Problem description:
Give back every entry in full, exactly as it reads.

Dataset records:
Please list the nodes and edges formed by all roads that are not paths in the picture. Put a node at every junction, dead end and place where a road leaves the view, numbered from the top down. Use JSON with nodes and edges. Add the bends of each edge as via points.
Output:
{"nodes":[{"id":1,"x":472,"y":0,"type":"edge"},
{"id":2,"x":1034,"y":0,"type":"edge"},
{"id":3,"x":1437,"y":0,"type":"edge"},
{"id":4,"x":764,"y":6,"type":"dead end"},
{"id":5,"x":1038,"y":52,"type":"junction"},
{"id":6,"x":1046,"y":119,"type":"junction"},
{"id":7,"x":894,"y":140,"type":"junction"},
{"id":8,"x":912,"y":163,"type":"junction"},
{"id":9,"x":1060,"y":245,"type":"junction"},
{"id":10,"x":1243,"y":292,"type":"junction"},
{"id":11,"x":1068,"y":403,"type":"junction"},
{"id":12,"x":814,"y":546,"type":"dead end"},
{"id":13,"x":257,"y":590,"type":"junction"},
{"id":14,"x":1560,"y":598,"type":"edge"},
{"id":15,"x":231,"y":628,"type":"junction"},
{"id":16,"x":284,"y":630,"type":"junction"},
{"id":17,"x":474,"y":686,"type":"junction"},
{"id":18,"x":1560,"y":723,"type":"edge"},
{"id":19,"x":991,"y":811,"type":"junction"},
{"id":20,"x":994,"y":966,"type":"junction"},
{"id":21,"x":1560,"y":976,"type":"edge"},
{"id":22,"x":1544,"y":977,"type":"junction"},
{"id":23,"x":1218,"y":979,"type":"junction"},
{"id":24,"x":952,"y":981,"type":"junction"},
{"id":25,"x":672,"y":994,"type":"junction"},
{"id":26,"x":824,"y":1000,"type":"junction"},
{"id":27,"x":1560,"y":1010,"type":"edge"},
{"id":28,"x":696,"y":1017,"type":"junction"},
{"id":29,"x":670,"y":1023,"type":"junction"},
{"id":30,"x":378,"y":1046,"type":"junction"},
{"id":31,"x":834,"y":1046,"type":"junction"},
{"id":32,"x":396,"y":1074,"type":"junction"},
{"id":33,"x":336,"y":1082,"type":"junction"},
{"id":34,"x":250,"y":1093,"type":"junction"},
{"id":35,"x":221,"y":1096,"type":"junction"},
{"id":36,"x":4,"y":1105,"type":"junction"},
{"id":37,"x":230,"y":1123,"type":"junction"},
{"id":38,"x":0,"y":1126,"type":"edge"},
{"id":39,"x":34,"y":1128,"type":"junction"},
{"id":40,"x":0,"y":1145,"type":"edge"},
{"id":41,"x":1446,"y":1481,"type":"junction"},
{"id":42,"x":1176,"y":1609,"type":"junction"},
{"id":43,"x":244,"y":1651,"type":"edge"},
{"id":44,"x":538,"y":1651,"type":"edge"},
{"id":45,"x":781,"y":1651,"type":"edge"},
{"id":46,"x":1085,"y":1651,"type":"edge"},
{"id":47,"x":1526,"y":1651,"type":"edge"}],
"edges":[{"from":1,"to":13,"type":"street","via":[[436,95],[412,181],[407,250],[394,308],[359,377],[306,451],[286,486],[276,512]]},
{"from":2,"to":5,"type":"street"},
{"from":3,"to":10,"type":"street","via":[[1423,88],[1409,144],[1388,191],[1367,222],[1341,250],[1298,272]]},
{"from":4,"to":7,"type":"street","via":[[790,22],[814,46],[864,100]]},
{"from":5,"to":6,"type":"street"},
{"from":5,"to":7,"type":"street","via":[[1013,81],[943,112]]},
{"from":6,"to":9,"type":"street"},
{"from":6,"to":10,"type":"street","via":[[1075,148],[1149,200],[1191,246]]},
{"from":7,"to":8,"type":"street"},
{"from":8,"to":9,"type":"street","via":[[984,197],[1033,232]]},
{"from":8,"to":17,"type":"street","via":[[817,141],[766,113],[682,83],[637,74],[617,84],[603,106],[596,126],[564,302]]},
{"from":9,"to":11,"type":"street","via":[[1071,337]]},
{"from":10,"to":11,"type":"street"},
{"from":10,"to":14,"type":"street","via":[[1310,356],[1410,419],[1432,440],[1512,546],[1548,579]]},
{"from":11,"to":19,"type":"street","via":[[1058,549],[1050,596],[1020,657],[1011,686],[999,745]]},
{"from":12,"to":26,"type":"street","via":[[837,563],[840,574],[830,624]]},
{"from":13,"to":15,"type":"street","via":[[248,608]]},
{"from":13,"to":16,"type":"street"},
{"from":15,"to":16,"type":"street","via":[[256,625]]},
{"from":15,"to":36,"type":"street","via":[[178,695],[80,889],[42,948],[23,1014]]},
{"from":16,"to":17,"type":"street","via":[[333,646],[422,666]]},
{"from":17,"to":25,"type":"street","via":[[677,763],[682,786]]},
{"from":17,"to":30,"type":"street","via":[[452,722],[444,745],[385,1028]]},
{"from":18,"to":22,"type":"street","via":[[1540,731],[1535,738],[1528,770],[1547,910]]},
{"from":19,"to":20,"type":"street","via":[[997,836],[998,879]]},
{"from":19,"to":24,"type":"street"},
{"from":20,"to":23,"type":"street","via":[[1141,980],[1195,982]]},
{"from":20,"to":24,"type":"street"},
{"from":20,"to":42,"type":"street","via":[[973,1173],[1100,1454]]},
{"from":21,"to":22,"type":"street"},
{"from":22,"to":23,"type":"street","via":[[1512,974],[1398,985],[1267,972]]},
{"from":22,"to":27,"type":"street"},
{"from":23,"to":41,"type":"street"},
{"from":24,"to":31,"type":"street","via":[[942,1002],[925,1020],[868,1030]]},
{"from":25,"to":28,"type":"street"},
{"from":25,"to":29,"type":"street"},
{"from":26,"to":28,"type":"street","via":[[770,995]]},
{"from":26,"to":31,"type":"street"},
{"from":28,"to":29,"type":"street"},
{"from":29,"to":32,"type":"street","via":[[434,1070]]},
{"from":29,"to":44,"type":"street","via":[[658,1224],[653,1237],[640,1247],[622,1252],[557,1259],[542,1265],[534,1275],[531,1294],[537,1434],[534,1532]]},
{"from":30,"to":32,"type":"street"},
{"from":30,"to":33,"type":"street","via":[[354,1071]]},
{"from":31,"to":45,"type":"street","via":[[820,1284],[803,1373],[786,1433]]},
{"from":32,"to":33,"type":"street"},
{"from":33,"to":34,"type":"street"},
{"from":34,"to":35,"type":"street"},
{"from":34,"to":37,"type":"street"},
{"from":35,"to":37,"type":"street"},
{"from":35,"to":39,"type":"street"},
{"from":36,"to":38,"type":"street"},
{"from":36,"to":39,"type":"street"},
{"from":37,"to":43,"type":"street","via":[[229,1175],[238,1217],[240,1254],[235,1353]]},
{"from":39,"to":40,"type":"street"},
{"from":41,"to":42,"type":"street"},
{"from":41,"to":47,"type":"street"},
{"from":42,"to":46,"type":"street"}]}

Response:
Please list the nodes and edges formed by all roads that are not paths in the picture. Put a node at every junction, dead end and place where a road leaves the view, numbered from the top down. Use JSON with nodes and edges. Add the bends of each edge as via points.
Output:
{"nodes":[{"id":1,"x":472,"y":0,"type":"edge"},
{"id":2,"x":1034,"y":0,"type":"edge"},
{"id":3,"x":1437,"y":0,"type":"edge"},
{"id":4,"x":764,"y":6,"type":"dead end"},
{"id":5,"x":1038,"y":52,"type":"junction"},
{"id":6,"x":1046,"y":119,"type":"junction"},
{"id":7,"x":894,"y":140,"type":"junction"},
{"id":8,"x":912,"y":163,"type":"junction"},
{"id":9,"x":1060,"y":245,"type":"junction"},
{"id":10,"x":1243,"y":292,"type":"junction"},
{"id":11,"x":1068,"y":403,"type":"junction"},
{"id":12,"x":814,"y":546,"type":"dead end"},
{"id":13,"x":257,"y":590,"type":"junction"},
{"id":14,"x":1560,"y":598,"type":"edge"},
{"id":15,"x":231,"y":628,"type":"junction"},
{"id":16,"x":284,"y":630,"type":"junction"},
{"id":17,"x":474,"y":686,"type":"junction"},
{"id":18,"x":1560,"y":723,"type":"edge"},
{"id":19,"x":991,"y":811,"type":"junction"},
{"id":20,"x":994,"y":966,"type":"junction"},
{"id":21,"x":1560,"y":976,"type":"edge"},
{"id":22,"x":1544,"y":977,"type":"junction"},
{"id":23,"x":1218,"y":979,"type":"junction"},
{"id":24,"x":952,"y":981,"type":"junction"},
{"id":25,"x":672,"y":994,"type":"junction"},
{"id":26,"x":824,"y":1000,"type":"junction"},
{"id":27,"x":1560,"y":1010,"type":"edge"},
{"id":28,"x":696,"y":1017,"type":"junction"},
{"id":29,"x":670,"y":1023,"type":"junction"},
{"id":30,"x":378,"y":1046,"type":"junction"},
{"id":31,"x":834,"y":1046,"type":"junction"},
{"id":32,"x":396,"y":1074,"type":"junction"},
{"id":33,"x":336,"y":1082,"type":"junction"},
{"id":34,"x":250,"y":1093,"type":"junction"},
{"id":35,"x":221,"y":1096,"type":"junction"},
{"id":36,"x":4,"y":1105,"type":"junction"},
{"id":37,"x":230,"y":1123,"type":"junction"},
{"id":38,"x":0,"y":1126,"type":"edge"},
{"id":39,"x":34,"y":1128,"type":"junction"},
{"id":40,"x":0,"y":1145,"type":"edge"},
{"id":41,"x":1446,"y":1481,"type":"junction"},
{"id":42,"x":1176,"y":1609,"type":"junction"},
{"id":43,"x":244,"y":1651,"type":"edge"},
{"id":44,"x":538,"y":1651,"type":"edge"},
{"id":45,"x":781,"y":1651,"type":"edge"},
{"id":46,"x":1085,"y":1651,"type":"edge"},
{"id":47,"x":1526,"y":1651,"type":"edge"}],
"edges":[{"from":1,"to":13,"type":"street","via":[[436,95],[412,181],[407,250],[394,308],[359,377],[306,451],[286,486],[276,512]]},
{"from":2,"to":5,"type":"street"},
{"from":3,"to":10,"type":"street","via":[[1423,88],[1409,144],[1388,191],[1367,222],[1341,250],[1298,272]]},
{"from":4,"to":7,"type":"street","via":[[790,22],[814,46],[864,100]]},
{"from":5,"to":6,"type":"street"},
{"from":5,"to":7,"type":"street","via":[[1013,81],[943,112]]},
{"from":6,"to":9,"type":"street"},
{"from":6,"to":10,"type":"street","via":[[1075,148],[1149,200],[1191,246]]},
{"from":7,"to":8,"type":"street"},
{"from":8,"to":9,"type":"street","via":[[984,197],[1033,232]]},
{"from":8,"to":17,"type":"street","via":[[817,141],[766,113],[682,83],[637,74],[617,84],[603,106],[596,126],[564,302]]},
{"from":9,"to":11,"type":"street","via":[[1071,337]]},
{"from":10,"to":11,"type":"street"},
{"from":10,"to":14,"type":"street","via":[[1310,356],[1410,419],[1432,440],[1512,546],[1548,579]]},
{"from":11,"to":19,"type":"street","via":[[1058,549],[1050,596],[1020,657],[1011,686],[999,745]]},
{"from":12,"to":26,"type":"street","via":[[837,563],[840,574],[830,624]]},
{"from":13,"to":15,"type":"street","via":[[248,608]]},
{"from":13,"to":16,"type":"street"},
{"from":15,"to":16,"type":"street","via":[[256,625]]},
{"from":15,"to":36,"type":"street","via":[[178,695],[80,889],[42,948],[23,1014]]},
{"from":16,"to":17,"type":"street","via":[[333,646],[422,666]]},
{"from":17,"to":25,"type":"street","via":[[677,763],[682,786]]},
{"from":17,"to":30,"type":"street","via":[[452,722],[444,745],[385,1028]]},
{"from":18,"to":22,"type":"street","via":[[1540,731],[1535,738],[1528,770],[1547,910]]},
{"from":19,"to":20,"type":"street","via":[[997,836],[998,879]]},
{"from":19,"to":24,"type":"street"},
{"from":20,"to":23,"type":"street","via":[[1141,980],[1195,982]]},
{"from":20,"to":24,"type":"street"},
{"from":20,"to":42,"type":"street","via":[[973,1173],[1100,1454]]},
{"from":21,"to":22,"type":"street"},
{"from":22,"to":23,"type":"street","via":[[1512,974],[1398,985],[1267,972]]},
{"from":22,"to":27,"type":"street"},
{"from":23,"to":41,"type":"street"},
{"from":24,"to":31,"type":"street","via":[[942,1002],[925,1020],[868,1030]]},
{"from":25,"to":28,"type":"street"},
{"from":25,"to":29,"type":"street"},
{"from":26,"to":28,"type":"street","via":[[770,995]]},
{"from":26,"to":31,"type":"street"},
{"from":28,"to":29,"type":"street"},
{"from":29,"to":32,"type":"street","via":[[434,1070]]},
{"from":29,"to":44,"type":"street","via":[[658,1224],[653,1237],[640,1247],[622,1252],[557,1259],[542,1265],[534,1275],[531,1294],[537,1434],[534,1532]]},
{"from":30,"to":32,"type":"street"},
{"from":30,"to":33,"type":"street","via":[[354,1071]]},
{"from":31,"to":45,"type":"street","via":[[820,1284],[803,1373],[786,1433]]},
{"from":32,"to":33,"type":"street"},
{"from":33,"to":34,"type":"street"},
{"from":34,"to":35,"type":"street"},
{"from":34,"to":37,"type":"street"},
{"from":35,"to":37,"type":"street"},
{"from":35,"to":39,"type":"street"},
{"from":36,"to":38,"type":"street"},
{"from":36,"to":39,"type":"street"},
{"from":37,"to":43,"type":"street","via":[[229,1175],[238,1217],[240,1254],[235,1353]]},
{"from":39,"to":40,"type":"street"},
{"from":41,"to":42,"type":"street"},
{"from":41,"to":47,"type":"street"},
{"from":42,"to":46,"type":"street"}]}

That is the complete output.